A quiet calendar to start the week with no important events or reports scheduled for release today. In the UK, the only data due today is the Conference Board Leading Economic Index. However, the Brexit debate will continue to set the tone for the Pound.

However, do not underestimate this slow start to the week as it might be the calm before the big storm. This week is pivotal as four central banks are scheduled to present their monetary policy outlooks; the Bank of Japan, the US Federal Reserve (Fed), the Bank of England (BoE), and the Swiss National Bank, although market expectations dictate that none of them will act. Adding to this hype, there will also be a slew of economic releases from all around the globe.

Pound Sterling – UK Markets

The Pound has extended its losses against its major peers this morning as Brexit hangs over the British kingdom like the Sword of Damocles. The Conference Board Leading Economic Index for May is the only data point due for release in the UK today. The index dipped to a five-month low level in the previous month. A slew of key economic releases is scheduled throughout this week in Britain. However, it is not expected to influence the movement of the Pound to a large extent, given the proximity of the pivotal European Union referendum. Interestingly, the BoE will hold its pre-referendum monetary policy meeting towards the end of this week and may see the central bank hinting at what action it could take in the event of a Brexit vote.
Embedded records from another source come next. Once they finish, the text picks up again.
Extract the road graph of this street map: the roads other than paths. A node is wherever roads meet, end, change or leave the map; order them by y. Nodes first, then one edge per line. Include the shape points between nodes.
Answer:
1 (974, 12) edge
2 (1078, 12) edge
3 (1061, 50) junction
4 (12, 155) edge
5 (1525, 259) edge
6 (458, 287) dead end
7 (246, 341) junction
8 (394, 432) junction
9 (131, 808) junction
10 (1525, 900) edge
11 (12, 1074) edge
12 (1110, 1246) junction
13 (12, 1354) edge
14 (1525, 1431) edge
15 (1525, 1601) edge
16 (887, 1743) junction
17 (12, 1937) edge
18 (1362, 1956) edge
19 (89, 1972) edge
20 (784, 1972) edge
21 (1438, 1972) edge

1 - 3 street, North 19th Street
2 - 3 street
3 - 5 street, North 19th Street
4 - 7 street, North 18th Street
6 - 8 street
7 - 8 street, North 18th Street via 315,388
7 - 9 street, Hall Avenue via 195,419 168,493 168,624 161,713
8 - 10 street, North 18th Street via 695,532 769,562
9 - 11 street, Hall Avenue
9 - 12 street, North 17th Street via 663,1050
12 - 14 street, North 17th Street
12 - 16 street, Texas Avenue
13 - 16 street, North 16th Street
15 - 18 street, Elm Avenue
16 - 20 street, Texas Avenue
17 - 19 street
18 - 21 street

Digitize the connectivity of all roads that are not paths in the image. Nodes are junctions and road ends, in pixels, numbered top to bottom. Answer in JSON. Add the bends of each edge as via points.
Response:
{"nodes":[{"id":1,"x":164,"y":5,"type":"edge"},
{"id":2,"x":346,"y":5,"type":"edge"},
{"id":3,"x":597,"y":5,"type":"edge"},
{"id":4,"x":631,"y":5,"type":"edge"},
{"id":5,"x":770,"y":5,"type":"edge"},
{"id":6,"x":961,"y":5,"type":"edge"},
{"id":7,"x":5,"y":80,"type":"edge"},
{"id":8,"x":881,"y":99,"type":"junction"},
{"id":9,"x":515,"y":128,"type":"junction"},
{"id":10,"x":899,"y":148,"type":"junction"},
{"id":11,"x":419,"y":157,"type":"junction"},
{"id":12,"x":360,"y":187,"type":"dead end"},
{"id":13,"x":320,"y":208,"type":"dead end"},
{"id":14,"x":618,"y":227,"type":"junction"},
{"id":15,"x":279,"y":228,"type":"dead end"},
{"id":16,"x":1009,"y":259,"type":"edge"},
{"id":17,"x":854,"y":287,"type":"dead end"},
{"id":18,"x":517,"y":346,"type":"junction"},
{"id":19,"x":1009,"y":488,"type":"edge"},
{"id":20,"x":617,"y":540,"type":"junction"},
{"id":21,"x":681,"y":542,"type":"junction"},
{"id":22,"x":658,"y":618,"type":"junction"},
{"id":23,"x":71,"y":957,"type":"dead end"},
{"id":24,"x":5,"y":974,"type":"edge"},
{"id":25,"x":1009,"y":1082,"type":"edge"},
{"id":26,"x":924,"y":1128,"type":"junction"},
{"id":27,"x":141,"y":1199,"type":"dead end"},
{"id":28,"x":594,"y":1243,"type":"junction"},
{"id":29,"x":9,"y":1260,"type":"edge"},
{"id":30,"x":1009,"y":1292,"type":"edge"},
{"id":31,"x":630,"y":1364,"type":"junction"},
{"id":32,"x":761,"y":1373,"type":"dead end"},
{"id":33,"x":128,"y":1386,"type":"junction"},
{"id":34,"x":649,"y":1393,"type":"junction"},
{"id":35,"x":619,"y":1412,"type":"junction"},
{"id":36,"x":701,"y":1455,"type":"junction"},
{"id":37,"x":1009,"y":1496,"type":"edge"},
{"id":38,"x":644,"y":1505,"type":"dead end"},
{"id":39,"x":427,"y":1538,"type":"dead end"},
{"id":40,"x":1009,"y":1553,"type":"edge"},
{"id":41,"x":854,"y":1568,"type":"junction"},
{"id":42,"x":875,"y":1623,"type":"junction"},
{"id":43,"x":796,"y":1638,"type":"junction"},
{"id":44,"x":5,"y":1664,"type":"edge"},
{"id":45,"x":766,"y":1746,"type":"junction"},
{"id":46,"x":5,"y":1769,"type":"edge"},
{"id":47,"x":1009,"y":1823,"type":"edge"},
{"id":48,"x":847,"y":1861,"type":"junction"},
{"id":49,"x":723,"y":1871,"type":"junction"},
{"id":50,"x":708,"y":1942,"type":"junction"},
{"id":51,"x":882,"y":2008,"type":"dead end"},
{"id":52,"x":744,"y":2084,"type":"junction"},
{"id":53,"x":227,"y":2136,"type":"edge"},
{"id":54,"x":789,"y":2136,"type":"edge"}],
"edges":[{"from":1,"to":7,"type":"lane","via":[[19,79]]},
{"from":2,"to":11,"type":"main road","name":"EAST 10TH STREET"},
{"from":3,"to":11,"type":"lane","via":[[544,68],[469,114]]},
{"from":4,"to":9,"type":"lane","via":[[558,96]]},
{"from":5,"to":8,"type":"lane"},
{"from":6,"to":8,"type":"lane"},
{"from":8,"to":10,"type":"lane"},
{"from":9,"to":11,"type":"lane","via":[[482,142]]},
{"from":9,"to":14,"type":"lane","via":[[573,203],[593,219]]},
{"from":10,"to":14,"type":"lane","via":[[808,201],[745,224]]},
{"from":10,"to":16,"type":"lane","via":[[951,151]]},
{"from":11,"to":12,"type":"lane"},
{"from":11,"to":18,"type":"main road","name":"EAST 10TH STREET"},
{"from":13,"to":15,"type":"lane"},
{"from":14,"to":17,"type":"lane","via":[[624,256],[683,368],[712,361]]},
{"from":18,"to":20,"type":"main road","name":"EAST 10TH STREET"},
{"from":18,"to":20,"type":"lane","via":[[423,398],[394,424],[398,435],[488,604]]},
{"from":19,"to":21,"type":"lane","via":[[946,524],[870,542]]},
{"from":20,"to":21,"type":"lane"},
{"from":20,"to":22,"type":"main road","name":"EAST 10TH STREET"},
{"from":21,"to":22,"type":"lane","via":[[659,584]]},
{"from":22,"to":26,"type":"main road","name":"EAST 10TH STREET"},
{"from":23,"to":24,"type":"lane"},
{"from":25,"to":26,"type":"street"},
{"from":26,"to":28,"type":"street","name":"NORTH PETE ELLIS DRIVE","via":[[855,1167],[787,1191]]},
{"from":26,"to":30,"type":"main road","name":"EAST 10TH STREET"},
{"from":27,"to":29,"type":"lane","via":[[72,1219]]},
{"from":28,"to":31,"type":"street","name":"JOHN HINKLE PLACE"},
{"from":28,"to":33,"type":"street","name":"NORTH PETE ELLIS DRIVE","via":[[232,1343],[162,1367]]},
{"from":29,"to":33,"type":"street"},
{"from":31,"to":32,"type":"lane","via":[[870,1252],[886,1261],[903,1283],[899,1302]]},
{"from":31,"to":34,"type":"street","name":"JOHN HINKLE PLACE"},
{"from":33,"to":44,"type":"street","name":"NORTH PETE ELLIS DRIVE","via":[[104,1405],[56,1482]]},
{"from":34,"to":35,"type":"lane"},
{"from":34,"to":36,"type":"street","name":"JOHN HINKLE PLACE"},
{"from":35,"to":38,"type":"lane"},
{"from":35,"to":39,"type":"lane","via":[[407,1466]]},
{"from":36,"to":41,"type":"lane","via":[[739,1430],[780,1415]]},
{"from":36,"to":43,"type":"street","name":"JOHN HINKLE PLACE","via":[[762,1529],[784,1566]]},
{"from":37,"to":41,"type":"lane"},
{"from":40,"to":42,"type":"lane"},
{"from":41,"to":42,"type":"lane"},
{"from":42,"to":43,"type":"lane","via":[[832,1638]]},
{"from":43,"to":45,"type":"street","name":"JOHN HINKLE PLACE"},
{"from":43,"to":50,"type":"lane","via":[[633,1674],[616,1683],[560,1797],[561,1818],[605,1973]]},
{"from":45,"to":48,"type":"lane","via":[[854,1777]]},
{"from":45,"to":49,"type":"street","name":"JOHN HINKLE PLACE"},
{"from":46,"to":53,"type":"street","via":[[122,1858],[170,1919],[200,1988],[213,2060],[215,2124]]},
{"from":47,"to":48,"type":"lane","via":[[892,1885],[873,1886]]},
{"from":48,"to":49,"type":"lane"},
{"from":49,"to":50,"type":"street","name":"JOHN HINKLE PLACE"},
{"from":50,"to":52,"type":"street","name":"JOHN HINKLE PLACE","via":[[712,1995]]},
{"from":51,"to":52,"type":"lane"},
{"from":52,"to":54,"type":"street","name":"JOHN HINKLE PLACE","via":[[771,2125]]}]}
On Friday, although British Eco-stats posted positive results, Sterling hit a fresh seven-week low against the greenback after a new poll showed that the majority of British people voted in favour of leaving the 28-nation bloc, thus limiting the Pound’s appeal.

US Dollar – US Markets

The greenback gained ground against most of its major peers on Friday following a better than expected outcome for the University of Michigan consumer confidence score in June. Last week, the Fed Chairwoman, Janet Yellen, had indicated that a significant increase in the US consumer spending is necessary in order to boost the nation’s second-quarter GDP growth. Separately, the US posted a budget deficit in May, driven by a continued rise in government spending and a decline in corporate profits that strained government revenues.

This week is of crucial importance for market participants all across the globe. The two-day FOMC meeting that will conclude this Wednesday is likely to keep investors on tenterhooks. While it is largely expected that the Fed will refrain from increasing the key interest rate this month, market participants will scrutinise the Fed’s updated economic forecast statement and press conference for further guidance on the overall path of monetary policy.

Euro – European Markets

The shared currency is trading higher against the US Dollar and the Pound in the morning session. The Euro zone economic calendar is devoid of any data today. Earlier in the session, the Bundesbank President, Jens Weidmann, indicated that the current monetary policy environment in the Euro zone requires no further easing and that the ECB needs to give its existing policy some time to work. Looking ahead, there are a string of important data points scheduled for release this week in the Euro region, namely the Euro zone's industrial production, trade balance and consumer price index data, along with the ECB’s Economic Bulletin.

On Friday, the Euro declined against the greenback but made major strides against the Sterling. Gains against the Pound stemmed from the result of the most recent polls which suggested that the majority of British people were inclined towards a Brexit. On the data front, the final estimate of German consumer prices did not deviate from the previous figures and was largely in line with investor expectations.

Other Currencies – Highlights

The Canadian Dollar is trading lower against the greenback this morning. Moving ahead, the most important data point for Canada this week is the nation’s consumer price index for May. Inflation levels remain very low and it is a major concern for the Bank of Canada (BoC). Apart from this, Canada’s existing home sales data for May and a speech by the BoC Governor, Stephen Poloz, is also scheduled this week.

On Friday, data showed that Canada’s jobless rate dropped to an almost one-year low level in May. However, the Canadian Dollar failed to exhibit this optimistic news, as the commodity-linked currency was restrained by a second consecutive day of decline in oil prices. Canada’s job market bounced back to life last month as the unemployment rate surprisingly fell to 6.9%. Further, the Canadian economy witnessed a surge in job creation, led by new jobs in the public administration and construction sector.